You've got one of the simplest and most common types. As other have said, what leaks out is KOH --- potassium hydroxide. It's the only fluid in the battery. The major concern with KOH is caustic burns, very similar to lye burns. Though, as they say in the MSDS, it's not particularly dangerous in small amounts:
a. Contact
Irritation, including caustic burns/injury, may occur following exposure to a leaking battery.

b. Absorption
Not anticipated
If you didn't expereince any burns or itching, I would interpret that as being safe. There should be no long-term or subtle issues like skin absorption or heavy metal exposure. A wash with running water should be all the precaution you need.

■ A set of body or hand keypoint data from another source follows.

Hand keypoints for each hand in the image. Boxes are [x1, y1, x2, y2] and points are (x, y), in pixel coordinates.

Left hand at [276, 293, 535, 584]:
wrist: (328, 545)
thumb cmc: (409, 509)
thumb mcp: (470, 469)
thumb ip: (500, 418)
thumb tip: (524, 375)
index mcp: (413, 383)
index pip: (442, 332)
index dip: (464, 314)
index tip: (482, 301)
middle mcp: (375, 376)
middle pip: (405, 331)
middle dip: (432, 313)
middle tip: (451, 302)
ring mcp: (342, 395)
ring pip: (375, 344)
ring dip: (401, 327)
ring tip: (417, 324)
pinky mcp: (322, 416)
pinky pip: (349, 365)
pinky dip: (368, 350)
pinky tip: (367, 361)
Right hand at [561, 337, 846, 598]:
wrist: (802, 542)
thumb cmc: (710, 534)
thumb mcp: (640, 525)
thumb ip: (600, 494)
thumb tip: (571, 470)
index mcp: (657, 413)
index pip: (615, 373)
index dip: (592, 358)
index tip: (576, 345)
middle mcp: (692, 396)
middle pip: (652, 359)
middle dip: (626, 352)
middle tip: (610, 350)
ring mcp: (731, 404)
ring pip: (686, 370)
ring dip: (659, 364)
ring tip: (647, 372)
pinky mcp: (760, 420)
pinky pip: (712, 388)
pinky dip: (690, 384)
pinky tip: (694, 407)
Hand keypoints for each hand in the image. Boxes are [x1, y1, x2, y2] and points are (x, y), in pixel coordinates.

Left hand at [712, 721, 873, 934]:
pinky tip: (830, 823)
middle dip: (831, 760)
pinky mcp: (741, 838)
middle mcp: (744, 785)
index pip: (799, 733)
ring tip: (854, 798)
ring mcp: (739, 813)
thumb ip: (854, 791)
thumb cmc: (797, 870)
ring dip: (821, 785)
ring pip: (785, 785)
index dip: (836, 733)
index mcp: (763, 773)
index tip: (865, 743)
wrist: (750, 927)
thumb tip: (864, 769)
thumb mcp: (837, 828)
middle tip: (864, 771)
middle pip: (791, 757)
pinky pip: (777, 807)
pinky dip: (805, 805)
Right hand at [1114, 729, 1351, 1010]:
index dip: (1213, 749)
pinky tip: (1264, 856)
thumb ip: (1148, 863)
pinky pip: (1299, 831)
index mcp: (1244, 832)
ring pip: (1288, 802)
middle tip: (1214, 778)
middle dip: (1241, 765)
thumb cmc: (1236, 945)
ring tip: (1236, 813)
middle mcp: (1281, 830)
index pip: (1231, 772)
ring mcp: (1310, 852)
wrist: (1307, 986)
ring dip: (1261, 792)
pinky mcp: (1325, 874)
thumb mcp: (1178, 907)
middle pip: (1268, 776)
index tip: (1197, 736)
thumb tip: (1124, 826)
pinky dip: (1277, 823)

This is not medical advice---this is just some internet bozo intrepreting the manufacturer's stated info. If you feel burning or itching in the affected area, you may want to see your doctor.
posted by bonehead at 8:50 AM on October 11, 2011

I've had a KOH burn--was working in a chem lab, wearing gloves, but I happened to lean my wrist against the edge of the base bath, above where the gloves reached. It felt very like a temperature burn after a few minutes (hadn't even noticed the contact until I felt it.) I rinsed it with lots of water and that was about it, though I have a small mark on my arm several years later, which makes for a good story to tell lab newbies (I turned my skin into soap!) but is no big deal. Rinsing the area would have stopped any damage in progress, and anything that got through your membranes would immmediately be diluted to undetectable levels (you've already got potassium and OH ions floating around in the first place). You'll be fine.